3 responses to “Comparing the complexity of languages

  1. What do linguists say about the number of glyphs required to express a language? Chinese, for example, has thousands, whereas Hawaiian (as I understand it) has only 13. Does that lead to any useful measure?

    In computer science, complexity has been extensively studied. One measure involves execution time, although I can’t see how to apply that to language. What would be needed is some measure of the amount of “brain power” necessary to use the language.

    Perhaps more useful might be something along the lines of Kolmogorov complexity, which is a measure of how much is required to describe something (it’s also called algorithmic or descriptive complexity).

    Liked by 1 person

    • Good questions!

      The idea about glyphs is interesting, but it conflates the writing system of a language with its sound system. Hawaiian has a small number of written characters because it has a very small sound system, and it is written alphabetically. Chinese can also be written alphabetically, using a system called ‘pin-yin’, in which case it takes about 30 letters plus 4 tone markers. There’s also a variety of Mandarin spoken in Kazakhstan called “Dungan” which is written in the Cyrillic alphabet (the one that Russian uses).

      Even at this level, it’s not clear that having 30-odd sounds is more complex than having only 12 because of other facts about the lexicon and phonotactic rules of these languages. For one thing, Hawaiian words are sometimes 10 syllables or longer (the state fish of Hawaii is humuhumunukunukukuaapua’a), whereas Mandarin words are almost universally monosyllabic . It may also be a more complex task to parse Hawaiian speech and find word boundaries, whereas in Mandarin you can be almost certain that a syllable edge is a word edge.

      And what about all the languages that have no standardized writing system (i.e. most of them)? How do you measure them?

      That said, I definitely agree with you that having to learn thousands of traditional Chinese characters is a more complex task than learning an alphabet. Still, this doesn’t actually make Chinese qua language any more complex. In principle, any language could be written with a system of thousands of logograms. The use of logograms doesn’t reflect anything special about the grammar of Chinese. For comparison, consider the syllabary of Japanese, which is perfectly suited to the structure of Japanese, and does not work very well for other languages.

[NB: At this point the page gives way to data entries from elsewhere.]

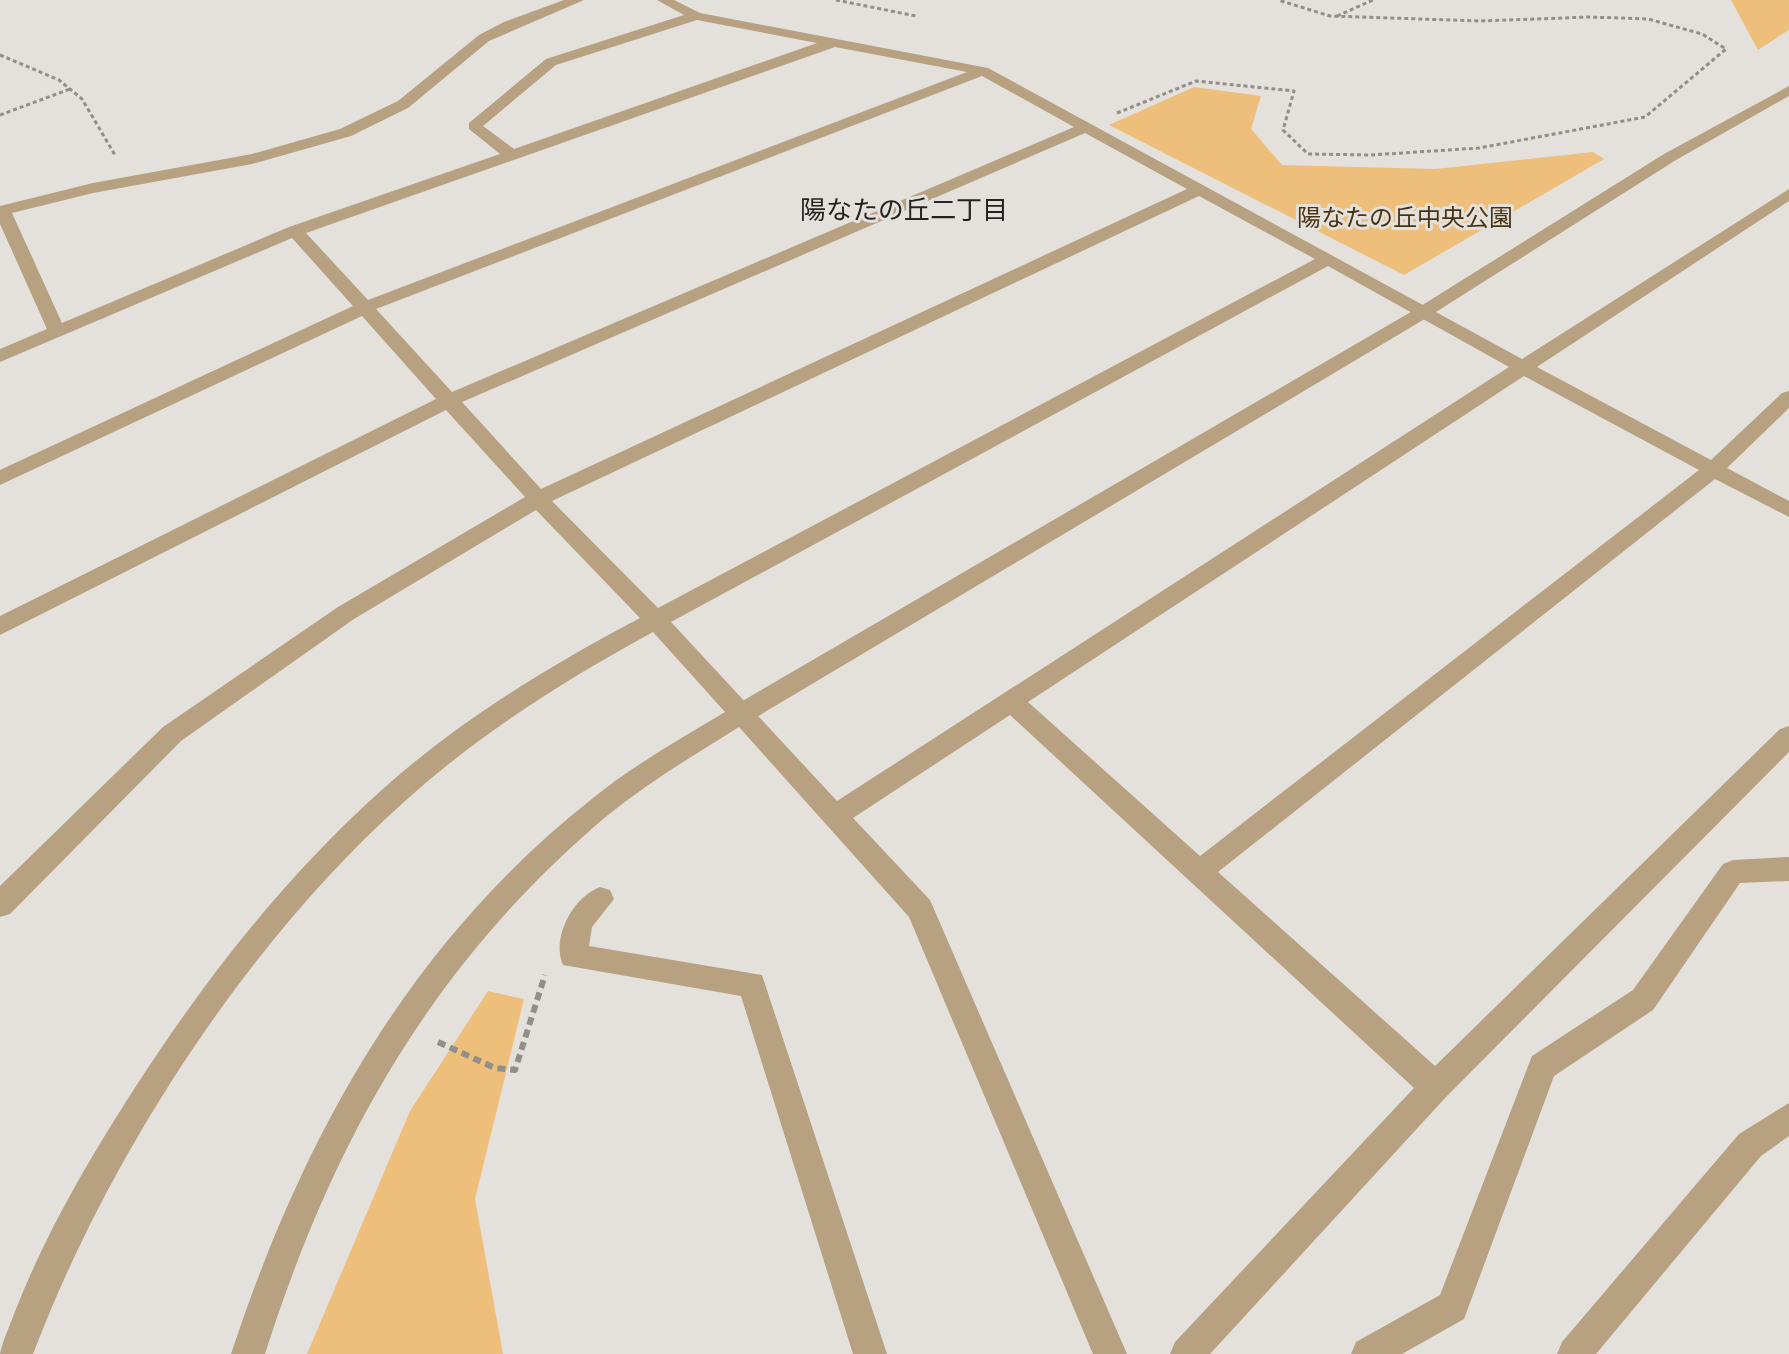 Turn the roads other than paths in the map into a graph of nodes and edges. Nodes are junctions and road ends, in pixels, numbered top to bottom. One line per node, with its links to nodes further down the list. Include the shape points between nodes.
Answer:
1 (577, 0): 11 (street, via 506,26 473,45 425,90 377,119 255,160 126,181)
2 (664, 0): 3 (street)
3 (696, 16): 4 (street); 8 (street, via 551,62 474,126)
4 (837, 41): 5 (street); 8 (street)
5 (983, 71): 7 (street); 14 (street)
6 (1789, 90): 15 (street, via 1670,157)
7 (1086, 127): 9 (street); 20 (street)
8 (513, 156): 12 (street)
9 (1200, 189): 13 (street); 23 (street)
10 (1789, 194): 18 (street)
11 (1, 211): 16 (street)
12 (295, 231): 14 (street); 16 (street)
13 (1328, 259): 15 (street); 25 (street)
14 (366, 307): 20 (street); 22 (street)
15 (1422, 313): 18 (street); 28 (street)
16 (57, 331): 17 (street)
17 (0, 356)
18 (1524, 367): 21 (street); 27 (street)
19 (1789, 397): 21 (street)
20 (450, 400): 23 (street); 26 (street)
21 (1713, 470): 24 (street); 32 (street)
22 (0, 478)
23 (538, 499): 25 (street); 34 (street, via 346,613 172,734)
24 (1789, 510)
25 (655, 619): 28 (street); 37 (street, via 507,706 436,760 370,817 254,942 195,1021 107,1161 57,1254)
26 (0, 626)
27 (1013, 703): 30 (street); 32 (street)
28 (741, 714): 30 (street); 38 (street, via 599,807 490,910 439,970 354,1102 313,1182 265,1296)
29 (1789, 736): 35 (street)
30 (836, 815): 40 (street, via 920,909)
31 (1789, 869): 42 (street, via 1733,872 1643,1000 1543,1066 1452,1307)
32 (1200, 871): 35 (street)
33 (600, 899): 39 (street, via 579,922 573,956 752,984)
34 (0, 905)
35 (1435, 1087): 41 (street)
36 (1789, 1118): 43 (street, via 1750,1145)
37 (16, 1354)
38 (248, 1354)
39 (870, 1354)
40 (1110, 1354)
41 (1187, 1354)
42 (1368, 1354)
43 (1574, 1354) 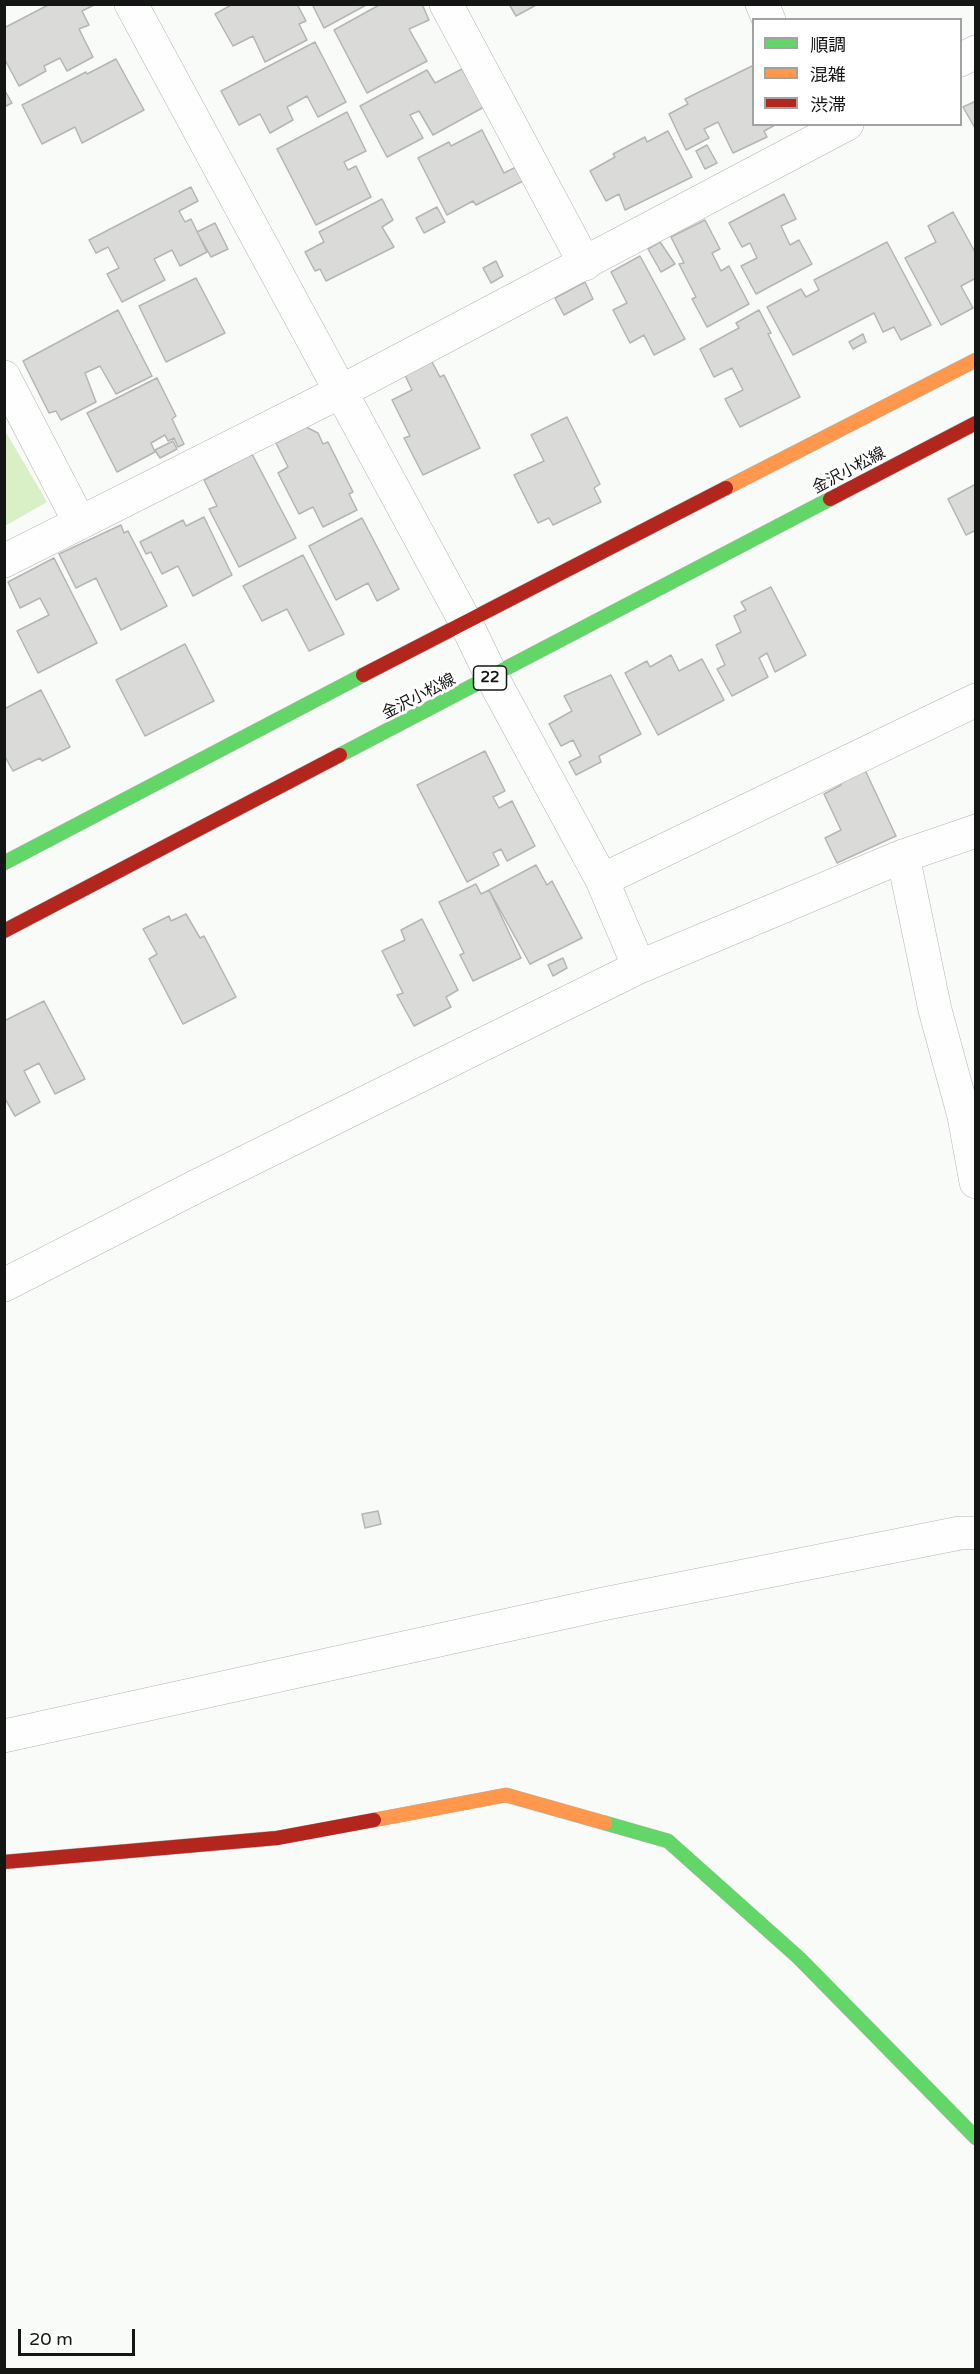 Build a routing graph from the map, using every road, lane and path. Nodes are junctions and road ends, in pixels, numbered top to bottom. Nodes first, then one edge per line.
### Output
1 (131, 4) edge
2 (446, 4) edge
3 (762, 4) edge
4 (768, 18) edge
5 (828, 129) edge
6 (585, 264) junction
7 (975, 360) edge
8 (4, 377) edge
9 (340, 392) junction
10 (975, 423) edge
11 (80, 523) junction
12 (4, 561) edge
13 (465, 621) junction
14 (492, 677) junction
15 (975, 700) edge
16 (975, 831) edge
17 (903, 856) junction
18 (4, 863) edge
19 (602, 880) junction
20 (4, 931) edge
21 (639, 967) junction
22 (975, 1182) edge
23 (4, 1285) edge
24 (975, 1533) edge
25 (4, 1736) edge
26 (4, 1862) edge
27 (975, 2138) edge

1 - 9 street
2 - 6 street
3 - 4 street
5 - 6 street
6 - 9 street
7 - 13 main road
8 - 11 street
9 - 11 street
9 - 13 street
10 - 14 main road, 金沢小松線 / 22
11 - 12 street
13 - 14 street
13 - 18 main road
14 - 19 street
14 - 20 main road, 金沢小松線 / 22
15 - 19 street
16 - 17 street
17 - 21 street
17 - 22 street
19 - 21 street
21 - 23 street
24 - 25 street
26 - 27 main road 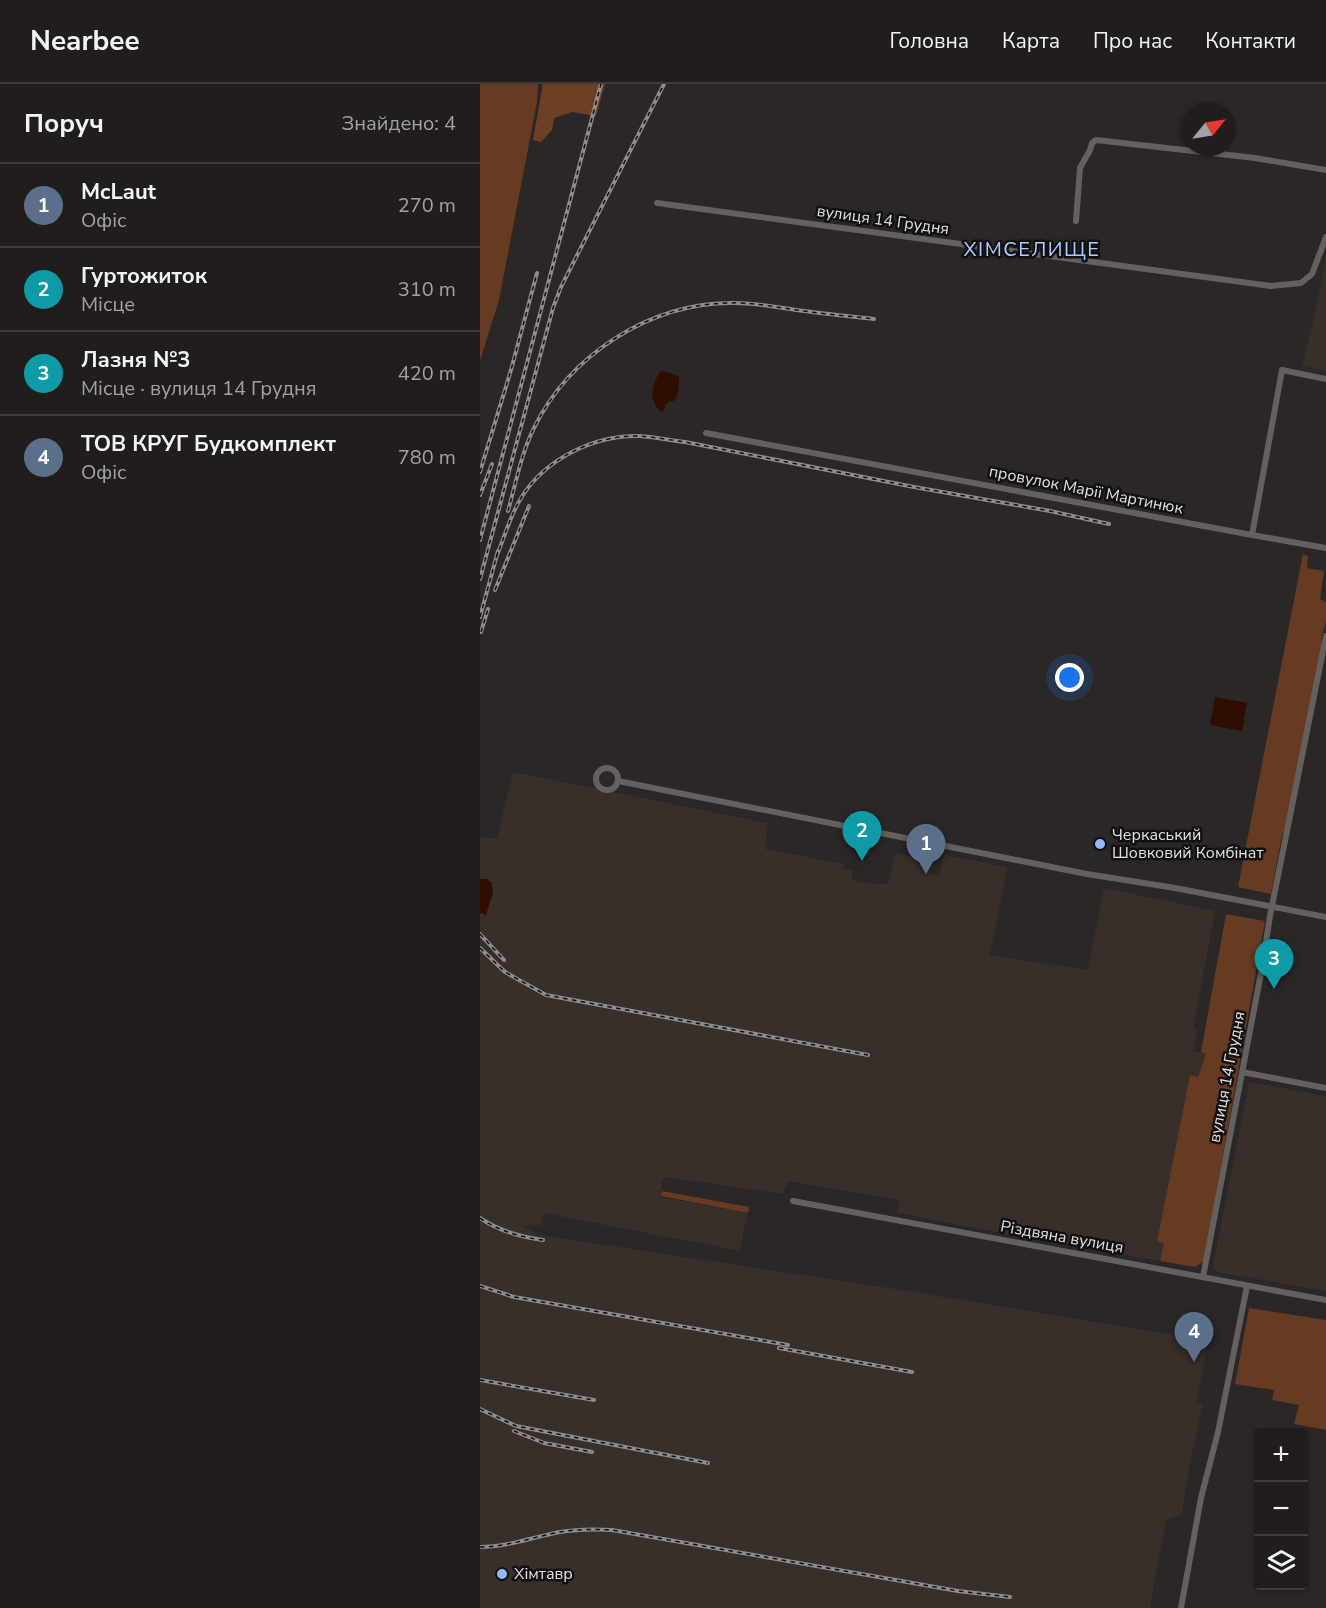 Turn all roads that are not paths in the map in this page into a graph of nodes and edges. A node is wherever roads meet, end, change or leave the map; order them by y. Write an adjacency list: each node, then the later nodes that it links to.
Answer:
1 (1326, 170): 3 (street)
2 (657, 203): 4 (street, вулиця 14 Грудня)
3 (1076, 221)
4 (1326, 237)
5 (1326, 379): 7 (street)
6 (706, 433): 7 (street, провулок Марії Мартинюк)
7 (1252, 535): 8 (street, провулок Марії Мартинюк)
8 (1326, 548)
9 (1326, 636): 11 (street, вулиця 14 Грудня)
10 (618, 781): 11 (street)
11 (1272, 907): 12 (street); 13 (street, вулиця 14 Грудня)
12 (1326, 917)
13 (1242, 1072): 14 (street); 16 (street, вулиця 14 Грудня)
14 (1326, 1088)
15 (793, 1201): 16 (street, Різдвяна вулиця)
16 (1203, 1277): 17 (street, Різдвяна вулиця)
17 (1248, 1286): 18 (street, Різдвяна вулиця); 19 (street)
18 (1326, 1300)
19 (1181, 1608)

      Kolmgorov complexity is actually a very good suggestion, and I think that people have even tried to apply it to natural languages (I’m sure a Google Scholar search will turn up something). This will give you a nice formal measure of complexity, but some of the problem that I brought up in the post still exist, including the lack of descriptive grammars for most languages, and the difficulty finding comparable parts of a language. I should probably add that there’s a lot of interest in linguistics in (un)supervised grammar learning, which often requires dipping into the literature on computational complexity, so there definitely are people hard at work on the question of linguistic complexity.

      Liked by 1 person

      • I wondered about the length of Hawaiian words. I do know they can be quite long (I love how they sound). IIRC, you’ve even touched on that in this blog.